We Need Feminism 12 Months a Year

It’s Women’s History month and we just had International Women’s Day, which always brings up mixed feelings for me. As a feminist life coach, I work with gender equity issues all year long. Sometimes I roll my eyes and think that I don’t need Instagram or Apple to remind me that women need to be recognized (all the time, not just when a token gesture feels obligatory).

Even so, I usually get a little FOMO (fear of missing out) this time of year, like I’m somehow missing an opportunity to do something to commemorate. The truth is, I’m usually so busy trying to balance self-care with my work and life in the patriarchy that pausing for a photo-op feels like just too much.

Balancing the amount of work there is to be done toward equity with the amount of work that it is reasonable (or even possible) for one person to do is a constant challenge. Add to that the fact that there’s often a story running in my head about how I could do more if I were just more organized or disciplined or detail-oriented. My inner voice, in a snide way, also reminds me that I’m a feminist life coach and I should absolutely have this shit figured out for myself by now, right?

And that’s it right there: the insidious nature of being a woman in a culture that believes that there is one perfect way to exist and we’re all doing it wrong. Because for women, gender oppression is operationalized through the expectation of perfection.

No one even remotely credible claims out loud that women aren’t as good as men or that they don’t deserve equal opportunities. We hear people on all sides claiming that women deserve equal opportunities; but saying it doesn’t make it so. The cultural question to dig into isn’t whether women deserve equity, it’s which women are worthy of equity in the eyes of our culture.;

There are certainly intersections in identity that play a role in answering this question. Race, sexuality, ethnicity, religion, economic class and ability all play a role within the conversation about gender equity – whether they are referred to out loud or not. There’s another thread in this narrative that weaves through all of these intersections however – the need to be perfect enough to deserve equity.

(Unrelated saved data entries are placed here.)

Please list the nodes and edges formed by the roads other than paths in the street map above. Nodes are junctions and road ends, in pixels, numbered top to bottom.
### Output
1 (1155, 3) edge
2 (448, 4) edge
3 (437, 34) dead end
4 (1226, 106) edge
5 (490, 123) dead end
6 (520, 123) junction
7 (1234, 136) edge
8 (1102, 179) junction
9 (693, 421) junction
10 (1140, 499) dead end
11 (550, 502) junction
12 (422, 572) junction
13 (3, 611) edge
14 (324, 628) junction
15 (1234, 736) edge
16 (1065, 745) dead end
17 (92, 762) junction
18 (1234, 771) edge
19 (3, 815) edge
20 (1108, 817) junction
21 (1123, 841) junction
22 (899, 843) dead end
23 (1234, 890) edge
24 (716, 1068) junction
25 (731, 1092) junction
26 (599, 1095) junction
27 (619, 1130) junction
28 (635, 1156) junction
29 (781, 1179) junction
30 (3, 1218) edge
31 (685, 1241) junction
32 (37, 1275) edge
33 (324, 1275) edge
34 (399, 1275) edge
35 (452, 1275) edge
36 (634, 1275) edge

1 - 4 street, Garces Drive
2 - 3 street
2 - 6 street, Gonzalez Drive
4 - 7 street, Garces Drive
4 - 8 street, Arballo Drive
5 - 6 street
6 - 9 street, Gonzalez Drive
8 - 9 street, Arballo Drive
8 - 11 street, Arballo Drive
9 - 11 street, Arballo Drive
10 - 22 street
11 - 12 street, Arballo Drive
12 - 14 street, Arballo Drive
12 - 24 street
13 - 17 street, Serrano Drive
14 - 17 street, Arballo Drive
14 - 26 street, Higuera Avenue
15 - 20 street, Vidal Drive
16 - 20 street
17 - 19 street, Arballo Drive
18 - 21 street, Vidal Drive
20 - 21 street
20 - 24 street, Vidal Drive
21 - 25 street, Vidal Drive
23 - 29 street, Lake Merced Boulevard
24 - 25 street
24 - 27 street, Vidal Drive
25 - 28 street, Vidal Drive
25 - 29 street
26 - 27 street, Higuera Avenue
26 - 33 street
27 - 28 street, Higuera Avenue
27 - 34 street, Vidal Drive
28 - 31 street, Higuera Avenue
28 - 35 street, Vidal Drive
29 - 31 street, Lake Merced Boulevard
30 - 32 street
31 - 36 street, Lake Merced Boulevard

History and current events teach us that if we can only be one of the perfect women, we will deserve the jobs, the promotions, the security, the rights, the wealth, the equity and the safety that has been long denied to the majority of women. The underlying story declares that the problem isn’t that women aren’t being given the resources and opportunities; it’s that we’re just not up to the task of deserving them.

And why not? Being perfect isn’t that hard, is it? We’re just supposed to work hard, never complain, be assertive but not bossy or shrill, be educated, organized and generous. We should have a career that we’re completely devoted to, but also a family that we always put first. We should be honored to have the opportunity to work twice as hard as men for half (if any) of the recognition and remuneration. It goes without saying that we should also have a perfect body, an immaculate house, an uncomplicated relationship and no mistakes in our rear-view mirror that could be used to discredit us later. The list goes on and on…

This is the dark side of individualism – it’s not real. We pretend that it’s every person for themselves, but the only thing that makes our society possible is interdependence in the form of women doing a ton of labor (invisible and unpaid) behind the scenes. The COVID pandemic has thrust this conversation forward but will it stay in the spotlight once we go back to our offices and schools?

We need to make sure it does.

By expecting perfection from women and telling us that everything from our livelihood to our safety depends on it, our culture denies women the right to be human. The fact is that women make up roughly half of the world’s population. If we stop trying to live up to unrealistic perfection standards, we’ll have more time and energy to focus on changing the game for ourselves and other women.

If you’re ready for some powerful feminist work, get to know your particular brand of perfectionism. What’s the story in your own head about how you’re not doing or being enough? Which parts of that story come from your own lived experience and which parts are a result of living in a patriarchal culture that pretends that you’ll never be enough? Start working on calming the inner criticism and rewriting the story. Your experience matters and so does your voice. As Herstory has taught us, “We’re stronger together.”